[Preprint] "Bag of Tricks for Training Deeper Graph Neural Networks A Comprehensive Benchmark Study" by Tianlong Chen*, Kaixiong Zhou*, Keyu Duan, Wenqing Zheng, Peihao Wang, Xia Hu, Zhangyang Wang

Last update: Dec 29, 2022

Overview

Bag of Tricks for Training Deeper Graph Neural Networks: A Comprehensive Benchmark Study

Codes for [Preprint] Bag of Tricks for Training Deeper Graph Neural Networks: A Comprehensive Benchmark Study

Tianlong Chen*, Kaixiong Zhou*, Keyu Duan, Wenqing Zheng, Peihao Wang, Xia Hu, Zhangyang Wang

Introduction

This is the first fair and reproducible benchmark dedicated to assessing the "tricks" of training deep GNNs. We categorize existing approaches, investigate their hyperparameter sensitivity, and unify the basic configuration. Comprehensive evaluations are then conducted on tens of representative graph datasets including the recent large-scale Open Graph Benchmark (OGB), with diverse deep GNN backbones. Based on synergistic studies, we discover the transferable combo of superior training tricks, that lead us to attain the new state-of-the-art results for deep GCNs, across multiple representative graph datasets.

Requirements

Installation with Conda

conda create -n deep_gcn_benchmark
conda activate deep_gcn_benchmark
pip install -r requirements.txt

Our Installation Notes for PyTorch Geometric.

What env configs that we tried that have succeeded: Mac/Linux + cuda driver 11.2 + Torch with cuda 11.1 + torch_geometric/torch sparse/etc with cuda 11.1.

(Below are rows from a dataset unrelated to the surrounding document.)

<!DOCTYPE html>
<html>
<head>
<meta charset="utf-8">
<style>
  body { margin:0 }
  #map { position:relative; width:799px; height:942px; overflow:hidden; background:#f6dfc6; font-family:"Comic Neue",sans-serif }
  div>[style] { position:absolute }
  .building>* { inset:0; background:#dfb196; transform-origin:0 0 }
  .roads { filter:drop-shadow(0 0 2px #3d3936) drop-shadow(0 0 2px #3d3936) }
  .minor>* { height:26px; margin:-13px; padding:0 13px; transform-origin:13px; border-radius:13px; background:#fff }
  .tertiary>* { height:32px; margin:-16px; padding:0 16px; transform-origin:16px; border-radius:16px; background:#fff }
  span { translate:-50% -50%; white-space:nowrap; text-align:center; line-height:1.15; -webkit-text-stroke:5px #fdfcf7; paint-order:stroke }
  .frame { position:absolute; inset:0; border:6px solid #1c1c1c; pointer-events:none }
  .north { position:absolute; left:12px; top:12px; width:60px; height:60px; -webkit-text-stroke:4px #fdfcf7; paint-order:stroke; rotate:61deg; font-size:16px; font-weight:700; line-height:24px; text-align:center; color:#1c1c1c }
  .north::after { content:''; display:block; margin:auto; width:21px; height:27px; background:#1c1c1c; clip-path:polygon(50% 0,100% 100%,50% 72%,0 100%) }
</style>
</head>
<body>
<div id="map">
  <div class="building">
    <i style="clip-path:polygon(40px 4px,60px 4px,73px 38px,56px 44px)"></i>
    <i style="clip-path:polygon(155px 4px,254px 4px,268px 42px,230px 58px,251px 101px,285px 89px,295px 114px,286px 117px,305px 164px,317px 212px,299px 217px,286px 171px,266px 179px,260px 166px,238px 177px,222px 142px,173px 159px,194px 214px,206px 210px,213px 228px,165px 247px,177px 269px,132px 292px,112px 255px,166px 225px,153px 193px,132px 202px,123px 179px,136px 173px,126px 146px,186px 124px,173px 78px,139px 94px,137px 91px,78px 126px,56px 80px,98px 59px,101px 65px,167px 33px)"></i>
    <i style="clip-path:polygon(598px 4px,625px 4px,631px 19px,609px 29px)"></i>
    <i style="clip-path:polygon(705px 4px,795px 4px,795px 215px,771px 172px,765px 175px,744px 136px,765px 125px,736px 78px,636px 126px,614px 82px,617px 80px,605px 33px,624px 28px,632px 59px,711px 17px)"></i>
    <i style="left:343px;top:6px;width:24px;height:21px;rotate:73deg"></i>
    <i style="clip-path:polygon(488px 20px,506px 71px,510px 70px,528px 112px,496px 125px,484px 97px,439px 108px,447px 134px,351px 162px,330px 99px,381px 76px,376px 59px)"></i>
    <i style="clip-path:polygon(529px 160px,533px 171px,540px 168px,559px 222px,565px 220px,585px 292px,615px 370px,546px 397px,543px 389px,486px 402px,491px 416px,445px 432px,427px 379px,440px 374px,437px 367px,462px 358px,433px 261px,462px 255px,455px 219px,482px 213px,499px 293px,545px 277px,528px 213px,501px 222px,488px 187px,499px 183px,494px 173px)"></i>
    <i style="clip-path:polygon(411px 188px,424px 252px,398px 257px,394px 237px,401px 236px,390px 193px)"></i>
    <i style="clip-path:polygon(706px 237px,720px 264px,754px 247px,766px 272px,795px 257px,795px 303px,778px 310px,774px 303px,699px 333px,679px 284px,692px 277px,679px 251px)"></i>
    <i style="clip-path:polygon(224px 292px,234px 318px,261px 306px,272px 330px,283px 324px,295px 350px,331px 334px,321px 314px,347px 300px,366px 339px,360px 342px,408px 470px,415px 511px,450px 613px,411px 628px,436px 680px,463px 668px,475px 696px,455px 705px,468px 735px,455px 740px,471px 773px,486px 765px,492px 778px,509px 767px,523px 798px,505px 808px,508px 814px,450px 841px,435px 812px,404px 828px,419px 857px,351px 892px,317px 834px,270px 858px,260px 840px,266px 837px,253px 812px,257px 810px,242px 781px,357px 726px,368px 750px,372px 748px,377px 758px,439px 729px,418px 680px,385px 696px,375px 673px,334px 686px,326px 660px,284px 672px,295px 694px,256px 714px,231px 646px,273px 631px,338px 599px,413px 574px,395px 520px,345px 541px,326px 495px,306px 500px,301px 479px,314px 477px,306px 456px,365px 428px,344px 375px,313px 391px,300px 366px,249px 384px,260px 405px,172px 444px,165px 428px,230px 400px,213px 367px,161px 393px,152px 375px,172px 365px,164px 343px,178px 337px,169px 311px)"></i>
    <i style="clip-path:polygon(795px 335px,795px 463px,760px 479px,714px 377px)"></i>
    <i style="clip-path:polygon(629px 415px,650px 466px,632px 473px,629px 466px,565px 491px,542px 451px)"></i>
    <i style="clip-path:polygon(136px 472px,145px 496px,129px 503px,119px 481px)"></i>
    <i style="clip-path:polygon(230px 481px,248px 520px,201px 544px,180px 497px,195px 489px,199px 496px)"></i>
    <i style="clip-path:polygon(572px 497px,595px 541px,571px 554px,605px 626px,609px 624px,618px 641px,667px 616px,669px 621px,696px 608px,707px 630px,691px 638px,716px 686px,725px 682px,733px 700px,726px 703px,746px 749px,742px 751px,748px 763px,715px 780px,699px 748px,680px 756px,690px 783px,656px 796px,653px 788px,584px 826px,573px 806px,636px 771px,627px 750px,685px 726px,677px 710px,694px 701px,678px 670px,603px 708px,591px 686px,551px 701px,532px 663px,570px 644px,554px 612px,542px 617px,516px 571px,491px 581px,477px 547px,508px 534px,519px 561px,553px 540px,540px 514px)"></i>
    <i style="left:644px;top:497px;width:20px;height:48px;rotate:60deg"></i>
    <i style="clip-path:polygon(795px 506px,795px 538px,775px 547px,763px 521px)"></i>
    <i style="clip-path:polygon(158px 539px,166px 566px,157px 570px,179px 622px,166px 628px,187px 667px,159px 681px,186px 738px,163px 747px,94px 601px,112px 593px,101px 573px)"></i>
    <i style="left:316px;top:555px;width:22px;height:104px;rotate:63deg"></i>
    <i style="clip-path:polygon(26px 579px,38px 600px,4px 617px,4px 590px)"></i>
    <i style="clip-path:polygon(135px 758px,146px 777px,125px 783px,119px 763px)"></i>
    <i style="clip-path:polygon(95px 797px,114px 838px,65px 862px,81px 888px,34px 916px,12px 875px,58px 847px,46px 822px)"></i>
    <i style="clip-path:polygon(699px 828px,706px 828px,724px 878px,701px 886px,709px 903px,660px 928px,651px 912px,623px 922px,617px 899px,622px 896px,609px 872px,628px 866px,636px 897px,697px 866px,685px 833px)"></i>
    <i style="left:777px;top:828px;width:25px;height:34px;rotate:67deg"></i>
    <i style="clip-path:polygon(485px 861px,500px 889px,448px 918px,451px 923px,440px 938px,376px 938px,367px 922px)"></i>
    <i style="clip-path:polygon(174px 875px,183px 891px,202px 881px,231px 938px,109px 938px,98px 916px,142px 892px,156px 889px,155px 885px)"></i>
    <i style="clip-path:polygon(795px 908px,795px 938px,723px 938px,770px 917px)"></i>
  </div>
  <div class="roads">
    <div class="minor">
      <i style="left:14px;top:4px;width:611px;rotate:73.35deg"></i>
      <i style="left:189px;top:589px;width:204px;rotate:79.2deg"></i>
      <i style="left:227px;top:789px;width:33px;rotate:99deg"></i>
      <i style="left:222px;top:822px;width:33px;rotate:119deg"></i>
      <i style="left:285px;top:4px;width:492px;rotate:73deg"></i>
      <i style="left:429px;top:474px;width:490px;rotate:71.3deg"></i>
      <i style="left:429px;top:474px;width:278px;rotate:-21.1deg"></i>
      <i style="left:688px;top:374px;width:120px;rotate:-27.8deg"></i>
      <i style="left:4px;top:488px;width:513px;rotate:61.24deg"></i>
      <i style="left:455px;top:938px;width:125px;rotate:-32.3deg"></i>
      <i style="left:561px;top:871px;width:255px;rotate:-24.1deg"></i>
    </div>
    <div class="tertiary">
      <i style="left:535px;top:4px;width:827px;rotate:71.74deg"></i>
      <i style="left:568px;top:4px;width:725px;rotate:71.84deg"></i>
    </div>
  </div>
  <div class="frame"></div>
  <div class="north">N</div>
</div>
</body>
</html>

What env configs that we tried but didn't work: Linux+Cuda 11.1/11.0/10.2 + whatever version of Torch.

In the above case when it did work, we adopted the following installation commands, and it automatically downloaded built wheels, and the installation completes within seconds.

In the case when it did not work, the installation appears to be very slow (ten minutes level for torch sparse/torch scatter). Then the installation did not produce any error, while when import torch_geometric in python code, it reports errors of different types.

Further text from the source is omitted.